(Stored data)
========
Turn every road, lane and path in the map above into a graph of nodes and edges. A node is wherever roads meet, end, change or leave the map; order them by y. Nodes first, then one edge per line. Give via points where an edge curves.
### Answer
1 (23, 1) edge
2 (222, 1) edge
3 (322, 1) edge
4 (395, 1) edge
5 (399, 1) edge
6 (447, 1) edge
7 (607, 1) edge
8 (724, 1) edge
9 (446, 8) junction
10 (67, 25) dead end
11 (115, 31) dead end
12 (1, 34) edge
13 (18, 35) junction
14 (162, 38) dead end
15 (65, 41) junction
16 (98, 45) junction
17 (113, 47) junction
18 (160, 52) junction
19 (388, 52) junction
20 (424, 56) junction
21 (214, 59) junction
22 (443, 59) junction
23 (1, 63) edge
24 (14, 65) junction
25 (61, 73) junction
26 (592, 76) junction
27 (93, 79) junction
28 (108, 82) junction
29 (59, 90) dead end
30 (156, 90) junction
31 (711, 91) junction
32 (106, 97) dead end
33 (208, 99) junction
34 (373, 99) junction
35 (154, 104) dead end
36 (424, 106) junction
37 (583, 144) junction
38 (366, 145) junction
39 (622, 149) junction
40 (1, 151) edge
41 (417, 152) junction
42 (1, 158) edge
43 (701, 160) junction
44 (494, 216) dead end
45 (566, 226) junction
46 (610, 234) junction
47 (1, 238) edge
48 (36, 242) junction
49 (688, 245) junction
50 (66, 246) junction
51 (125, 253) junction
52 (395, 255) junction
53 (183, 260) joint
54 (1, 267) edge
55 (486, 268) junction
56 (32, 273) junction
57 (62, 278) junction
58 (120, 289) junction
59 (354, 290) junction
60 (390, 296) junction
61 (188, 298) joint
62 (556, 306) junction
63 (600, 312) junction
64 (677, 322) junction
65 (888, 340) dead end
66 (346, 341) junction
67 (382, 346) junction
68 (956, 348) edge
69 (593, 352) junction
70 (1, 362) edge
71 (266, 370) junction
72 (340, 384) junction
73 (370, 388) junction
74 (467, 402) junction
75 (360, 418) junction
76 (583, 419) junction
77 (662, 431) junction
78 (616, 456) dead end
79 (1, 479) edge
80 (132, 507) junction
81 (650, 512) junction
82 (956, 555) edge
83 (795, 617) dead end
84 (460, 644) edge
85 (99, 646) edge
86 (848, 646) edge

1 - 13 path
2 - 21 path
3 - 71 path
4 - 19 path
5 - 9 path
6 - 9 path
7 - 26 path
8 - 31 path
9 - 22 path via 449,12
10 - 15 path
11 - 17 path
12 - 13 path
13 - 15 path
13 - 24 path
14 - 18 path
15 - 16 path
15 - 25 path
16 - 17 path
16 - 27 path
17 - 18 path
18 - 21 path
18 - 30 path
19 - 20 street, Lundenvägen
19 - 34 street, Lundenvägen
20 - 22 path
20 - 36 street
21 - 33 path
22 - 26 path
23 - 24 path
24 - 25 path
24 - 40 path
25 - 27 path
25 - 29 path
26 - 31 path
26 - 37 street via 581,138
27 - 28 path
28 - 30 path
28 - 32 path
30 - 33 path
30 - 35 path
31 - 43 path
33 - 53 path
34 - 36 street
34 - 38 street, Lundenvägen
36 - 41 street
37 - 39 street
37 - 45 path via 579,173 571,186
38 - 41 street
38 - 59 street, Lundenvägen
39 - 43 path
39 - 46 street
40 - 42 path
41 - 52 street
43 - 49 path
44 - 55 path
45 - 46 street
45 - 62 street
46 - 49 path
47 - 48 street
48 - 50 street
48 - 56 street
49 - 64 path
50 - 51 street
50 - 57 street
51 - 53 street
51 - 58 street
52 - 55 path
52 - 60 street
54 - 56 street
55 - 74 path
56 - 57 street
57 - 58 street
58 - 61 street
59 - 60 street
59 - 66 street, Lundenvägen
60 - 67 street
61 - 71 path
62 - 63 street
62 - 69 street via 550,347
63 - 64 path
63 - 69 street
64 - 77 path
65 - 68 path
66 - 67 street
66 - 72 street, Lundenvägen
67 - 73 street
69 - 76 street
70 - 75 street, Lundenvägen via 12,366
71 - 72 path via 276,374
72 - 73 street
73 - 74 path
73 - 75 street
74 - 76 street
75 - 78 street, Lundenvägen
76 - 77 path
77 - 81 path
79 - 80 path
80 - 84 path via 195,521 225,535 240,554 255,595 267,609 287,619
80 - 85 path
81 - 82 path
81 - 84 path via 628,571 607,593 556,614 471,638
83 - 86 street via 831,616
========
- Directions for this task
What is needed is an exact copy of every record above.

- Result of this task
Turn every road, lane and path in the map above into a graph of nodes and edges. A node is wherever roads meet, end, change or leave the map; order them by y. Nodes first, then one edge per line. Give via points where an edge curves.
### Answer
1 (23, 1) edge
2 (222, 1) edge
3 (322, 1) edge
4 (395, 1) edge
5 (399, 1) edge
6 (447, 1) edge
7 (607, 1) edge
8 (724, 1) edge
9 (446, 8) junction
10 (67, 25) dead end
11 (115, 31) dead end
12 (1, 34) edge
13 (18, 35) junction
14 (162, 38) dead end
15 (65, 41) junction
16 (98, 45) junction
17 (113, 47) junction
18 (160, 52) junction
19 (388, 52) junction
20 (424, 56) junction
21 (214, 59) junction
22 (443, 59) junction
23 (1, 63) edge
24 (14, 65) junction
25 (61, 73) junction
26 (592, 76) junction
27 (93, 79) junction
28 (108, 82) junction
29 (59, 90) dead end
30 (156, 90) junction
31 (711, 91) junction
32 (106, 97) dead end
33 (208, 99) junction
34 (373, 99) junction
35 (154, 104) dead end
36 (424, 106) junction
37 (583, 144) junction
38 (366, 145) junction
39 (622, 149) junction
40 (1, 151) edge
41 (417, 152) junction
42 (1, 158) edge
43 (701, 160) junction
44 (494, 216) dead end
45 (566, 226) junction
46 (610, 234) junction
47 (1, 238) edge
48 (36, 242) junction
49 (688, 245) junction
50 (66, 246) junction
51 (125, 253) junction
52 (395, 255) junction
53 (183, 260) joint
54 (1, 267) edge
55 (486, 268) junction
56 (32, 273) junction
57 (62, 278) junction
58 (120, 289) junction
59 (354, 290) junction
60 (390, 296) junction
61 (188, 298) joint
62 (556, 306) junction
63 (600, 312) junction
64 (677, 322) junction
65 (888, 340) dead end
66 (346, 341) junction
67 (382, 346) junction
68 (956, 348) edge
69 (593, 352) junction
70 (1, 362) edge
71 (266, 370) junction
72 (340, 384) junction
73 (370, 388) junction
74 (467, 402) junction
75 (360, 418) junction
76 (583, 419) junction
77 (662, 431) junction
78 (616, 456) dead end
79 (1, 479) edge
80 (132, 507) junction
81 (650, 512) junction
82 (956, 555) edge
83 (795, 617) dead end
84 (460, 644) edge
85 (99, 646) edge
86 (848, 646) edge

1 - 13 path
2 - 21 path
3 - 71 path
4 - 19 path
5 - 9 path
6 - 9 path
7 - 26 path
8 - 31 path
9 - 22 path via 449,12
10 - 15 path
11 - 17 path
12 - 13 path
13 - 15 path
13 - 24 path
14 - 18 path
15 - 16 path
15 - 25 path
16 - 17 path
16 - 27 path
17 - 18 path
18 - 21 path
18 - 30 path
19 - 20 street, Lundenvägen
19 - 34 street, Lundenvägen
20 - 22 path
20 - 36 street
21 - 33 path
22 - 26 path
23 - 24 path
24 - 25 path
24 - 40 path
25 - 27 path
25 - 29 path
26 - 31 path
26 - 37 street via 581,138
27 - 28 path
28 - 30 path
28 - 32 path
30 - 33 path
30 - 35 path
31 - 43 path
33 - 53 path
34 - 36 street
34 - 38 street, Lundenvägen
36 - 41 street
37 - 39 street
37 - 45 path via 579,173 571,186
38 - 41 street
38 - 59 street, Lundenvägen
39 - 43 path
39 - 46 street
40 - 42 path
41 - 52 street
43 - 49 path
44 - 55 path
45 - 46 street
45 - 62 street
46 - 49 path
47 - 48 street
48 - 50 street
48 - 56 street
49 - 64 path
50 - 51 street
50 - 57 street
51 - 53 street
51 - 58 street
52 - 55 path
52 - 60 street
54 - 56 street
55 - 74 path
56 - 57 street
57 - 58 street
58 - 61 street
59 - 60 street
59 - 66 street, Lundenvägen
60 - 67 street
61 - 71 path
62 - 63 street
62 - 69 street via 550,347
63 - 64 path
63 - 69 street
64 - 77 path
65 - 68 path
66 - 67 street
66 - 72 street, Lundenvägen
67 - 73 street
69 - 76 street
70 - 75 street, Lundenvägen via 12,366
71 - 72 path via 276,374
72 - 73 street
73 - 74 path
73 - 75 street
74 - 76 street
75 - 78 street, Lundenvägen
76 - 77 path
77 - 81 path
79 - 80 path
80 - 84 path via 195,521 225,535 240,554 255,595 267,609 287,619
80 - 85 path
81 - 82 path
81 - 84 path via 628,571 607,593 556,614 471,638
83 - 86 street via 831,616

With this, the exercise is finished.